That hasn't kept the city from creating its own special brand of home-grown entertainment, however. In 2006, Brevard County's first incorporated municipality hosted events including car shows, a "Trash Bash," an Independence Day picnic, a music festival and a holiday lighting ceremony, parade and decorating contest. More of the same was planned for 2007 and well into the future.
And, for those who enjoy a little mystery with their fun, there's Ashley's Restaurant, the alleged home of ghosts who take great pride in playing tricks on employees and guests. According to legend, one of them is Ethel Allen, who was either killed by a train on the nearby tracks or murdered in the bathroom. Another of Ashley's spectral residents reportedly is a young man who met an untimely death on the railroad tracks or on the highway in front of the building.
Regardless of its past, Rockledge is looking to the future. Incorporated in 1887 on the shores of the Indian River Lagoon, its economy once depended on citrus fruit and tourism. Today, however, with the Kennedy Space Center at Cape Canaveral nearby, local businesses focus mainly on the aerospace industry.
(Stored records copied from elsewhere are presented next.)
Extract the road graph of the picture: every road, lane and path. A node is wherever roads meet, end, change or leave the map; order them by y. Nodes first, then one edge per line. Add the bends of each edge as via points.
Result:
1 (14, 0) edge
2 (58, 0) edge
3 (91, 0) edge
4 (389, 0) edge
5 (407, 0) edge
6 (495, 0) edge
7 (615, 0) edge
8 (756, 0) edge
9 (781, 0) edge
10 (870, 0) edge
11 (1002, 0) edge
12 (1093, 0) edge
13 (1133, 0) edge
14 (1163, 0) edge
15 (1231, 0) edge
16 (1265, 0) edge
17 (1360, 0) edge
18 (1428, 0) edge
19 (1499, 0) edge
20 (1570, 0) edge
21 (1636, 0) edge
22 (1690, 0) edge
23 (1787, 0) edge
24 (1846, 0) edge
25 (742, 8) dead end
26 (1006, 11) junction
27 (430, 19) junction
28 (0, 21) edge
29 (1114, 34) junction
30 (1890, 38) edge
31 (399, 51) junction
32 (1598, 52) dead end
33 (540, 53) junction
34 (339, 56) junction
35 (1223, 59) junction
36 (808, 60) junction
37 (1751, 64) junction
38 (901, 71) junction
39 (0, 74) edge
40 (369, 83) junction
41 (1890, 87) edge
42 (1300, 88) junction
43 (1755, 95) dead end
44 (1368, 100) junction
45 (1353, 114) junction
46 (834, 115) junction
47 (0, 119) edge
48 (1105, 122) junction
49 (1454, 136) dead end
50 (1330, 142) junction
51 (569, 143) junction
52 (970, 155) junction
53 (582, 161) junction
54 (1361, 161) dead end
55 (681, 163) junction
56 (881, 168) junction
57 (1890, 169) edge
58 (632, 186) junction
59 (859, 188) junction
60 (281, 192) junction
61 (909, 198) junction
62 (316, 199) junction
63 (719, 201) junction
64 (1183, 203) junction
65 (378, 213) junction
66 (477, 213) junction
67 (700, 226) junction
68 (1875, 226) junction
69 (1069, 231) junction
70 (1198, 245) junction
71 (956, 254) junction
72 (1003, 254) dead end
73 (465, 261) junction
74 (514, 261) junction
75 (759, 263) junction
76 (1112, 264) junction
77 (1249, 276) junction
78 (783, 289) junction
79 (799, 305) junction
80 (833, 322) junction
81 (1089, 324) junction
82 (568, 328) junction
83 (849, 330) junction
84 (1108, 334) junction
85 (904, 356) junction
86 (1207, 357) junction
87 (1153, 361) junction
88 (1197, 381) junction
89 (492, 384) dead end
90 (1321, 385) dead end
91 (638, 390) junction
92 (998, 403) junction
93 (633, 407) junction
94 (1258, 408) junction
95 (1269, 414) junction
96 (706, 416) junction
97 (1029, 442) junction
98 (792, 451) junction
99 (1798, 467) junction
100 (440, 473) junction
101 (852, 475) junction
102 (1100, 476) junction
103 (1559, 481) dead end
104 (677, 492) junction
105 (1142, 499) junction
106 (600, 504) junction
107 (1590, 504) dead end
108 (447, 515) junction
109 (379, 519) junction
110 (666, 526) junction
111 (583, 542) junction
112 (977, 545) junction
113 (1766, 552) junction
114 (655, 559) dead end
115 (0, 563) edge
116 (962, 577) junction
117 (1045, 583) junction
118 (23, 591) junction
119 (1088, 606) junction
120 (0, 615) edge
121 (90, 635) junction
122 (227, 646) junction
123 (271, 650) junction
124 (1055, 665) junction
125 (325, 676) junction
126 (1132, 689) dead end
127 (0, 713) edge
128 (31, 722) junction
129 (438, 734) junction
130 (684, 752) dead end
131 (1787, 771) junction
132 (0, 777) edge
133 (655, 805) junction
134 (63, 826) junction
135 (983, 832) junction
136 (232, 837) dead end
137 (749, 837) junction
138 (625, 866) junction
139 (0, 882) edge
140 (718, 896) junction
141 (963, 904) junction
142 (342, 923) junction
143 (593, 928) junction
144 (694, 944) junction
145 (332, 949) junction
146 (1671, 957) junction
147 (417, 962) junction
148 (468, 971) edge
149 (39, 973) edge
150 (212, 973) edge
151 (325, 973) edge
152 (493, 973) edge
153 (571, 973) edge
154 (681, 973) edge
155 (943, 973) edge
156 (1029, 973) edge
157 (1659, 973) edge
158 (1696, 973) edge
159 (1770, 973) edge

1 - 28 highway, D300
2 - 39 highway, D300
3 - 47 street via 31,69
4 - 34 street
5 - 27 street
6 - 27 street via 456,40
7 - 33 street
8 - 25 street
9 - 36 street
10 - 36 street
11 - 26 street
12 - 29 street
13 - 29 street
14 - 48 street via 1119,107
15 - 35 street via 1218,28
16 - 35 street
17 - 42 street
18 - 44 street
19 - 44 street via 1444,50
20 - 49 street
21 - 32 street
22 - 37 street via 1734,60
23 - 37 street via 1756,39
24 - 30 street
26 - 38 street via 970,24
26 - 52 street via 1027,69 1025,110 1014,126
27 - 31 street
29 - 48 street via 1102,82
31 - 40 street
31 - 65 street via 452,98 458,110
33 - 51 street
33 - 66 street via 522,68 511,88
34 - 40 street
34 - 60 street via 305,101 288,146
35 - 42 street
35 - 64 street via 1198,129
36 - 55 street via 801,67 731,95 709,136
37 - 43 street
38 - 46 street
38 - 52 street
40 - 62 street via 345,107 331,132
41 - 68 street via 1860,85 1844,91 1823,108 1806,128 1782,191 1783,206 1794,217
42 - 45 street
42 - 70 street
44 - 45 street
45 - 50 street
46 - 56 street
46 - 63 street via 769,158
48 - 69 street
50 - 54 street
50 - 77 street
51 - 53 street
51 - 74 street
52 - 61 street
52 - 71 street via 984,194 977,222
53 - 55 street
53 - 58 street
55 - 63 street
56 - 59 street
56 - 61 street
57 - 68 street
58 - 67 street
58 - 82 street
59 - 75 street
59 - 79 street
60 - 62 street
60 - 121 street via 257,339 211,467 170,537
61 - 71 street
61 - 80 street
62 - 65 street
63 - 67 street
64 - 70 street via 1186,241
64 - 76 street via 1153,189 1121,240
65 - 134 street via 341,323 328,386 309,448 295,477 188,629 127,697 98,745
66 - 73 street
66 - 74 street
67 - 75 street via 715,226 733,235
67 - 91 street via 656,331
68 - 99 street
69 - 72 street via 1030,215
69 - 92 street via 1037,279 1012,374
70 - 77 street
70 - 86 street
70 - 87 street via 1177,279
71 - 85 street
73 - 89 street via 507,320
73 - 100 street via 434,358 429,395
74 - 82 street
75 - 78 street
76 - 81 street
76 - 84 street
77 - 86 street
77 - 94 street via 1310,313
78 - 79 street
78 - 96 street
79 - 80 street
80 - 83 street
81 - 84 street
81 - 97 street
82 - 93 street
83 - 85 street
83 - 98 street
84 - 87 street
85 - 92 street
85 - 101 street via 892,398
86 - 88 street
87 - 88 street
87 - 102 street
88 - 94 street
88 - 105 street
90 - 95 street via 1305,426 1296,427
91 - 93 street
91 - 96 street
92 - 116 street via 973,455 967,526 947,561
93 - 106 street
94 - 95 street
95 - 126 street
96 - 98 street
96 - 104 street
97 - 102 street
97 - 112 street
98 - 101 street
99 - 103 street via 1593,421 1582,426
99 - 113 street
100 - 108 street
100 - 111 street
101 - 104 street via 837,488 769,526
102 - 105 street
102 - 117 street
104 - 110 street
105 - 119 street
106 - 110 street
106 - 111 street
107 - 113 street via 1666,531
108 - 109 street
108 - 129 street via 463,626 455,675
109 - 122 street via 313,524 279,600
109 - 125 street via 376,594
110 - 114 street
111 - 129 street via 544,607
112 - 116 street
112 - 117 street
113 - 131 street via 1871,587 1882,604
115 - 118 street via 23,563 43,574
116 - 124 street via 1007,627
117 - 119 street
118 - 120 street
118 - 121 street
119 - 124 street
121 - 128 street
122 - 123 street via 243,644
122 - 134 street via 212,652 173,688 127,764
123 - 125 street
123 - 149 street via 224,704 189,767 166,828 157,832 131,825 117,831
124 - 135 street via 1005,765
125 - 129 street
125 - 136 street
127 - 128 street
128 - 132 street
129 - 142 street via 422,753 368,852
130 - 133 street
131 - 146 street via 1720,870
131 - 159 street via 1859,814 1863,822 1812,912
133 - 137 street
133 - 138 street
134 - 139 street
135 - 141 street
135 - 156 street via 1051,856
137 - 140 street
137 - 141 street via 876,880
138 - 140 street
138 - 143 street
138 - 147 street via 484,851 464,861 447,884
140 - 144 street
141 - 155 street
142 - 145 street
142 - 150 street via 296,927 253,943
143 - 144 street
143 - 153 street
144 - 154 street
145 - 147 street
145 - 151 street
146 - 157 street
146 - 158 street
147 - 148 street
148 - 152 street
The Space Center includes the Astronaut Memorial, dedicated in 1991 to the memory of those who died while participating in the U.S. space program.
At the Merritt Island National Wildlife Refuge, also just a stone's throw from Rockledge, visitors can see a wide range of native birds, reptiles and animals, including alligators, raccoons, bobcats and armadillos, as well as birds who are just passing through on their way north or south.
Port Canaveral, the third largest cruise ship port in the United States, is also home to the largest scallop fishery in the world, as well as boat ramps, parks, beaches and campgrounds. Other nearby attractions include Cocoa Village, which features tree-lined streets, shops, a gazebo, a picnic area and festivals throughout the year; the Indian River Lagoon, which offers boating, water-skiing, fishing and sailing; and Sebastian Inlet State Recreation Area, where fishermen will find snook, redfish, bluefish and Spanish mackerel.